● ABOUT THIS EXERCISE:
Look through the lines below for the word "dead", and copy every line that has it.

● LISTED RECORDS:
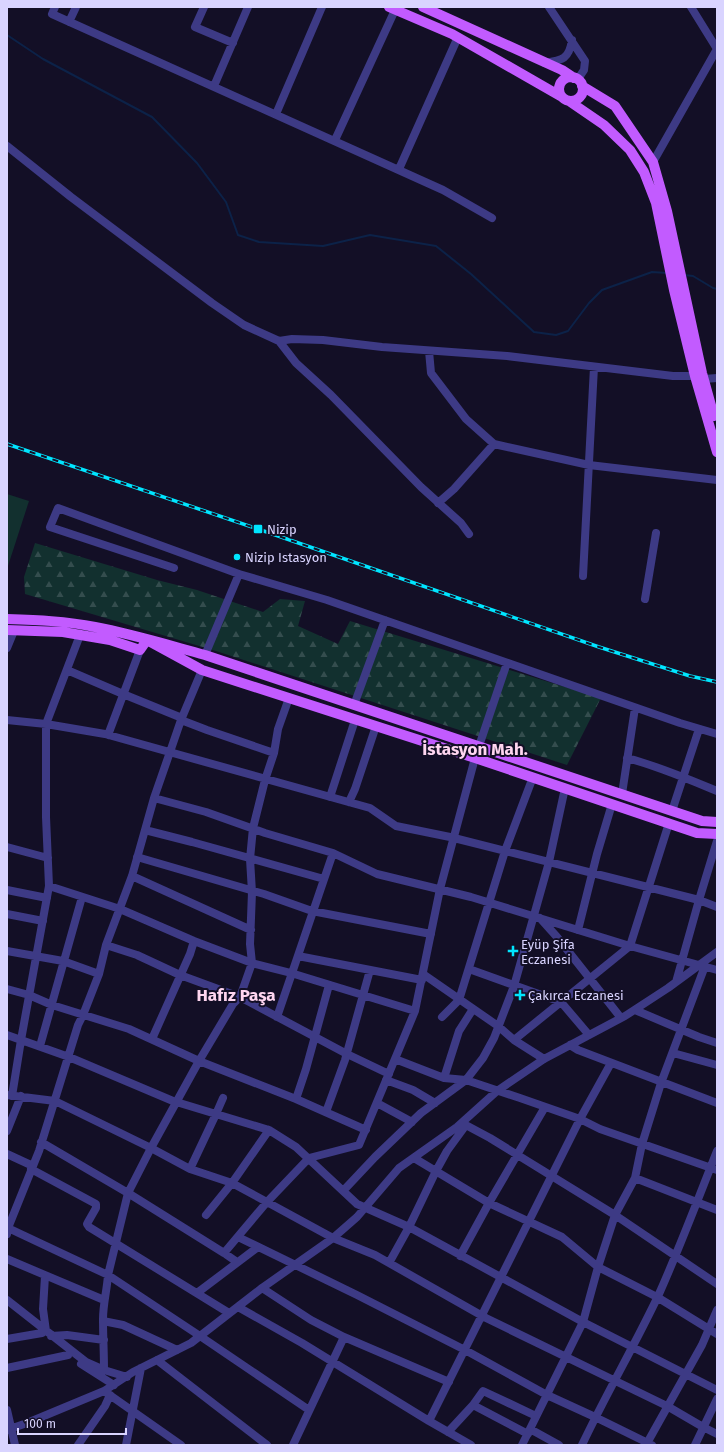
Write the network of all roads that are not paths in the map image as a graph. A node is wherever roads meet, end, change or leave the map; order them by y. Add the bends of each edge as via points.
1 (55, 7) edge
2 (76, 7) edge
3 (204, 7) edge
4 (248, 7) edge
5 (322, 7) edge
6 (423, 7) edge
7 (549, 7) edge
8 (691, 7) edge
9 (392, 8) edge
10 (69, 22) junction
11 (458, 37) junction
12 (572, 40) junction
13 (233, 42) junction
14 (717, 49) edge
15 (545, 62) junction
16 (578, 81) junction
17 (214, 86) junction
18 (566, 99) junction
19 (276, 114) junction
20 (335, 140) junction
21 (7, 146) edge
22 (653, 162) junction
23 (398, 169) junction
24 (492, 218) dead end
25 (671, 252) junction
26 (279, 341) junction
27 (429, 351) junction
28 (594, 367) junction
29 (700, 378) junction
30 (717, 378) edge
31 (717, 428) edge
32 (494, 444) junction
33 (717, 452) edge
34 (589, 464) junction
35 (717, 480) edge
36 (438, 503) junction
37 (656, 532) dead end
38 (469, 534) dead end
39 (174, 568) dead end
40 (239, 574) junction
41 (583, 576) dead end
42 (645, 599) dead end
43 (7, 619) edge
44 (384, 620) junction
45 (10, 630) edge
46 (80, 635) junction
47 (7, 648) edge
48 (140, 650) junction
49 (205, 656) junction
50 (507, 663) junction
51 (67, 670) junction
52 (202, 670) junction
53 (123, 694) junction
54 (289, 698) junction
55 (354, 705) junction
56 (635, 708) junction
57 (182, 719) junction
58 (7, 720) edge
59 (355, 720) junction
60 (46, 724) junction
61 (376, 726) junction
62 (699, 728) junction
63 (717, 734) edge
64 (108, 735) junction
65 (479, 747) junction
66 (170, 752) junction
67 (274, 753) junction
68 (475, 758) junction
69 (627, 758) junction
70 (682, 776) junction
71 (533, 777) junction
72 (265, 780) junction
73 (565, 788) junction
74 (717, 792) edge
75 (622, 794) junction
76 (330, 797) junction
77 (154, 798) junction
78 (349, 802) junction
79 (612, 804) junction
80 (672, 811) junction
81 (717, 822) edge
82 (669, 823) junction
83 (253, 828) junction
84 (145, 830) junction
85 (717, 834) edge
86 (455, 839) junction
87 (717, 841) edge
88 (7, 847) edge
89 (505, 851) junction
90 (333, 853) junction
91 (137, 857) junction
92 (48, 858) junction
93 (250, 859) junction
94 (549, 862) junction
95 (593, 874) junction
96 (132, 876) junction
97 (324, 879) junction
98 (49, 886) junction
99 (649, 888) junction
100 (7, 890) edge
101 (440, 890) junction
102 (252, 892) junction
103 (82, 897) junction
104 (47, 898) junction
105 (699, 900) junction
106 (489, 902) junction
107 (717, 907) edge
108 (120, 909) junction
109 (312, 911) junction
110 (7, 914) edge
111 (536, 917) junction
112 (43, 921) junction
113 (251, 930) junction
114 (578, 930) junction
115 (431, 934) junction
116 (194, 941) junction
117 (106, 945) junction
118 (630, 946) junction
119 (7, 951) edge
120 (717, 952) edge
121 (37, 956) junction
122 (298, 956) junction
123 (681, 960) junction
124 (63, 961) junction
125 (252, 963) junction
126 (702, 965) junction
127 (469, 969) junction
128 (370, 970) junction
129 (717, 970) edge
130 (291, 973) junction
131 (99, 974) junction
132 (180, 975) junction
133 (422, 977) junction
134 (590, 979) junction
135 (676, 982) junction
136 (329, 984) junction
137 (514, 986) junction
138 (7, 989) edge
139 (29, 995) junction
140 (363, 995) junction
141 (240, 997) junction
142 (459, 1000) junction
143 (561, 1002) junction
144 (52, 1005) junction
145 (473, 1009) junction
146 (634, 1010) junction
147 (415, 1011) junction
148 (83, 1016) junction
149 (277, 1017) junction
150 (442, 1017) dead end
151 (621, 1018) junction
152 (498, 1026) junction
153 (681, 1030) junction
154 (7, 1035) edge
155 (314, 1036) junction
156 (589, 1036) junction
157 (152, 1039) junction
158 (21, 1040) junction
159 (514, 1040) junction
160 (717, 1043) edge
161 (570, 1045) junction
162 (40, 1046) junction
163 (672, 1053) junction
164 (347, 1054) junction
165 (69, 1057) junction
166 (395, 1059) junction
167 (544, 1059) junction
168 (199, 1061) junction
169 (611, 1063) junction
170 (717, 1065) edge
171 (388, 1077) junction
172 (444, 1078) junction
173 (466, 1080) junction
174 (661, 1082) junction
175 (497, 1091) junction
176 (10, 1095) edge
177 (21, 1096) junction
178 (222, 1098) dead end
179 (296, 1100) junction
180 (55, 1101) junction
181 (178, 1101) junction
182 (377, 1103) junction
183 (435, 1103) junction
184 (717, 1103) edge
185 (546, 1107) junction
186 (326, 1112) junction
187 (216, 1114) junction
188 (580, 1119) junction
189 (412, 1122) junction
190 (464, 1124) junction
191 (269, 1130) junction
192 (366, 1130) junction
193 (7, 1131) edge
194 (41, 1142) junction
195 (642, 1144) junction
196 (151, 1148) junction
197 (717, 1151) edge
198 (7, 1154) edge
199 (518, 1155) junction
200 (309, 1158) junction
201 (414, 1158) junction
202 (32, 1168) junction
203 (190, 1169) junction
204 (714, 1169) edge
205 (436, 1171) junction
206 (551, 1176) junction
207 (635, 1178) junction
208 (232, 1183) junction
209 (343, 1192) junction
210 (128, 1193) junction
211 (267, 1202) junction
212 (698, 1202) junction
213 (489, 1203) junction
214 (365, 1208) junction
215 (717, 1210) edge
216 (206, 1215) dead end
217 (615, 1215) junction
218 (529, 1221) junction
219 (409, 1227) junction
220 (7, 1231) edge
221 (238, 1237) junction
222 (333, 1238) junction
223 (115, 1243) junction
224 (258, 1247) junction
225 (224, 1253) junction
226 (676, 1255) junction
227 (460, 1256) junction
228 (7, 1259) edge
229 (237, 1262) junction
230 (389, 1263) junction
231 (295, 1265) junction
232 (598, 1267) junction
233 (108, 1275) junction
234 (45, 1276) junction
235 (501, 1278) junction
236 (717, 1284) edge
237 (262, 1288) junction
238 (198, 1293) junction
239 (657, 1297) junction
240 (7, 1300) edge
241 (104, 1300) junction
242 (7, 1306) edge
243 (238, 1307) junction
244 (717, 1310) edge
245 (229, 1313) junction
246 (482, 1316) junction
247 (103, 1321) junction
248 (583, 1322) junction
249 (709, 1328) junction
250 (46, 1333) junction
251 (717, 1334) edge
252 (200, 1336) junction
253 (344, 1337) junction
254 (7, 1339) edge
255 (104, 1340) junction
256 (631, 1346) junction
257 (178, 1350) junction
258 (465, 1350) junction
259 (68, 1355) junction
260 (566, 1357) junction
261 (157, 1360) junction
262 (332, 1362) junction
263 (7, 1368) edge
264 (141, 1368) junction
265 (104, 1370) junction
266 (686, 1373) junction
267 (126, 1377) junction
268 (614, 1380) junction
269 (449, 1382) junction
270 (114, 1385) junction
271 (717, 1390) edge
272 (107, 1393) junction
273 (547, 1395) junction
274 (717, 1399) edge
275 (472, 1405) junction
276 (667, 1406) junction
277 (7, 1410) edge
278 (309, 1410) junction
279 (133, 1412) junction
280 (536, 1416) junction
281 (595, 1417) junction
282 (429, 1421) junction
283 (703, 1428) junction
284 (9, 1429) edge
285 (448, 1432) junction
286 (529, 1432) junction
287 (717, 1434) edge
288 (264, 1444) edge
289 (648, 1444) edge
290 (15, 1445) edge
291 (78, 1445) edge
292 (126, 1445) edge
293 (181, 1445) edge
294 (293, 1445) edge
295 (472, 1445) edge
296 (522, 1445) edge
297 (559, 1445) edge
298 (582, 1445) edge
299 (695, 1445) edge

1 - 10 street via 52,14
2 - 10 street
3 - 13 street via 195,27
4 - 13 street
5 - 19 street
6 - 15 main road
7 - 12 street
8 - 14 street
9 - 11 main road
9 - 20 street
10 - 17 street
11 - 18 main road
11 - 23 street
12 - 15 street via 570,52 565,57 559,61
12 - 16 street via 585,61 584,70
13 - 17 street
14 - 22 street
15 - 16 main road
16 - 18 main road via 582,94 580,97 573,101
16 - 18 main road via 567,78 561,83 560,90
16 - 22 main road via 615,106
17 - 19 street
18 - 25 main road via 604,125 630,150 644,172
19 - 20 street
20 - 23 street
21 - 26 street via 71,197 244,325
22 - 25 main road via 666,211
23 - 24 street via 443,190
25 - 29 main road
26 - 27 street via 323,340
26 - 36 street via 296,363
27 - 28 street via 507,356
27 - 32 street via 431,373 466,419
28 - 29 street
28 - 34 street
29 - 30 street
29 - 31 main road
29 - 33 main road
32 - 34 street
32 - 36 street
34 - 35 street
34 - 41 street
36 - 38 street via 461,523
37 - 42 street
39 - 40 street via 50,527 58,508
40 - 44 street
40 - 49 street
43 - 49 main road via 48,620 94,626
44 - 50 street
44 - 55 street
45 - 46 main road
45 - 47 street
46 - 48 main road via 110,640
46 - 51 street
48 - 52 main road via 147,640
48 - 53 street
49 - 55 main road
50 - 56 street
50 - 65 street
51 - 53 street
51 - 60 street
52 - 54 main road
52 - 57 street
53 - 57 street
53 - 64 street
54 - 59 main road
54 - 67 street via 278,729
55 - 65 main road
56 - 62 street
56 - 69 street
57 - 66 street
57 - 67 street
58 - 60 street
59 - 61 main road
59 - 76 street
60 - 64 street
60 - 92 street
61 - 68 main road
61 - 78 street via 356,789
62 - 63 street
62 - 70 street
64 - 66 street
65 - 68 street
65 - 75 main road
66 - 72 street
66 - 77 street
67 - 72 street
68 - 71 main road
68 - 86 street
69 - 70 street
69 - 75 street
70 - 74 street
70 - 80 street
71 - 73 main road
71 - 89 street
72 - 76 street
72 - 83 street
73 - 79 main road
73 - 94 street
75 - 80 main road
76 - 78 street
77 - 83 street
77 - 84 street
78 - 86 street via 370,808 396,826
79 - 82 main road
79 - 95 street
80 - 81 main road via 702,821
82 - 85 main road via 697,833
82 - 99 street
83 - 90 street
83 - 93 street
84 - 91 street
84 - 93 street
86 - 89 street
86 - 101 street
87 - 105 street
88 - 92 street
89 - 94 street
89 - 106 street
90 - 97 street
90 - 101 street via 377,874
91 - 96 street
91 - 102 street
92 - 98 street
93 - 97 street
93 - 102 street
94 - 95 street
94 - 111 street
95 - 99 street
95 - 114 street
96 - 108 street
96 - 113 street
97 - 109 street
98 - 103 street
98 - 104 street
99 - 105 street
99 - 118 street
100 - 104 street
101 - 106 street
101 - 115 street
102 - 109 street
102 - 113 street
103 - 108 street
103 - 124 street
104 - 112 street
105 - 107 street
105 - 123 street
106 - 111 street
106 - 127 street
108 - 116 street
108 - 117 street
109 - 115 street
109 - 122 street
110 - 112 street
111 - 114 street
111 - 134 street
111 - 137 street
112 - 121 street
113 - 125 street
114 - 118 street
115 - 133 street
116 - 125 street
116 - 132 street
117 - 131 street
117 - 132 street via 137,955
118 - 123 street
118 - 134 street
119 - 121 street
120 - 126 street
121 - 124 street
121 - 139 street
122 - 128 street
122 - 130 street
123 - 126 street
123 - 135 street
124 - 131 street
124 - 144 street
125 - 130 street
125 - 141 street
126 - 129 street
126 - 135 street
126 - 153 street
127 - 137 street
127 - 142 street
128 - 133 street
128 - 140 street
130 - 136 street
130 - 149 street
131 - 148 street
132 - 141 street
132 - 157 street
133 - 142 street
133 - 147 street
134 - 143 street
134 - 151 street
135 - 146 street
136 - 140 street
136 - 155 street
137 - 143 street
137 - 152 street
138 - 139 street
139 - 144 street
139 - 158 street
140 - 147 street
140 - 164 street
141 - 149 street
141 - 168 street via 233,1004
142 - 145 street
142 - 150 street
143 - 156 street
143 - 159 street
144 - 148 street
144 - 162 street
145 - 152 street
145 - 172 street via 459,1031
146 - 151 street
146 - 153 street
147 - 166 street
148 - 157 street via 129,1029
148 - 165 street
149 - 155 street
151 - 156 street
152 - 159 street
152 - 173 street via 483,1058
153 - 160 street
153 - 163 street
154 - 158 street
155 - 164 street
155 - 179 street
156 - 161 street
157 - 168 street
158 - 162 street
158 - 176 street
159 - 167 street
161 - 167 street
161 - 169 street
162 - 165 street
163 - 170 street
163 - 174 street
164 - 171 street
164 - 186 street
165 - 180 street
165 - 181 street
166 - 171 street
166 - 172 street
167 - 175 street
168 - 179 street
168 - 181 street
169 - 174 street
169 - 188 street
171 - 182 street
171 - 183 street
172 - 173 street
173 - 175 street
173 - 183 street
174 - 184 street
174 - 195 street
175 - 185 street
175 - 190 street
176 - 177 street
177 - 180 street
177 - 193 street
178 - 187 street
179 - 186 street
180 - 194 street
180 - 196 street
181 - 187 street
181 - 196 street
182 - 189 street
182 - 192 street
183 - 189 street
185 - 188 street
185 - 199 street
186 - 192 street
187 - 191 street
187 - 203 street
188 - 195 street
188 - 206 street
189 - 209 street
190 - 199 street
190 - 201 street
190 - 205 street
191 - 200 street
191 - 208 street
192 - 200 street via 359,1145
194 - 202 street
194 - 210 street
195 - 204 street
195 - 207 street
196 - 203 street
196 - 210 street
197 - 204 street
198 - 202 street
199 - 206 street
199 - 213 street
200 - 209 street
200 - 211 street
201 - 205 street
201 - 214 street via 399,1168
202 - 220 street
202 - 223 street via 96,1204 87,1224
203 - 208 street
204 - 212 street
205 - 213 street
205 - 219 street
206 - 217 street
206 - 218 street
207 - 212 street
207 - 217 street
208 - 211 street
208 - 216 street
209 - 214 street
210 - 223 street
210 - 225 street
211 - 221 street
211 - 222 street
212 - 215 street
212 - 226 street
213 - 218 street
213 - 227 street
214 - 219 street
214 - 222 street
217 - 226 street
217 - 232 street
218 - 232 street via 562,1237
218 - 235 street
219 - 227 street
219 - 230 street
220 - 233 street
221 - 224 street
221 - 225 street
222 - 230 street
222 - 231 street
223 - 233 street
223 - 238 street
224 - 229 street
224 - 231 street
225 - 229 street
226 - 236 street
226 - 239 street
227 - 235 street
228 - 234 street
229 - 238 street
230 - 246 street
231 - 237 street
231 - 258 street
232 - 239 street
232 - 248 street
233 - 241 street
233 - 252 street
234 - 241 street
234 - 250 street via 43,1309
235 - 246 street
235 - 248 street
237 - 243 street
237 - 253 street via 311,1320
238 - 245 street
239 - 249 street
239 - 256 street
240 - 250 street
241 - 247 street
242 - 250 street
243 - 245 street
243 - 262 street
244 - 249 street
245 - 252 street
246 - 258 street
246 - 260 street
247 - 255 street
247 - 257 street via 123,1324
248 - 256 street
248 - 260 street
249 - 251 street
249 - 266 street
250 - 254 street
250 - 255 street
250 - 259 street
250 - 265 street via 86,1362
252 - 257 street
252 - 278 street
253 - 262 street
253 - 269 street
255 - 265 street
256 - 266 street
256 - 268 street
257 - 261 street
258 - 269 street
258 - 273 street
259 - 263 street
259 - 270 street
260 - 268 street
260 - 273 street
261 - 264 street
261 - 288 street
262 - 278 street
262 - 282 street
264 - 267 street
264 - 279 street
265 - 267 street
266 - 271 street
266 - 276 street
267 - 270 street
268 - 276 street
268 - 281 street
269 - 282 street
270 - 272 street
272 - 279 street
272 - 284 street
272 - 291 street via 105,1406
273 - 280 street
273 - 281 street
274 - 283 street
275 - 280 street via 483,1392
275 - 285 street
275 - 286 street
276 - 283 street
276 - 289 street
277 - 284 street
278 - 294 street
279 - 292 street
279 - 293 street
280 - 286 street
281 - 289 street
281 - 298 street
282 - 285 street
283 - 287 street
283 - 299 street
284 - 290 street
285 - 295 street
286 - 296 street
286 - 297 street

● RESULT:
24 (492, 218) dead end
37 (656, 532) dead end
38 (469, 534) dead end
39 (174, 568) dead end
41 (583, 576) dead end
42 (645, 599) dead end
150 (442, 1017) dead end
178 (222, 1098) dead end
216 (206, 1215) dead end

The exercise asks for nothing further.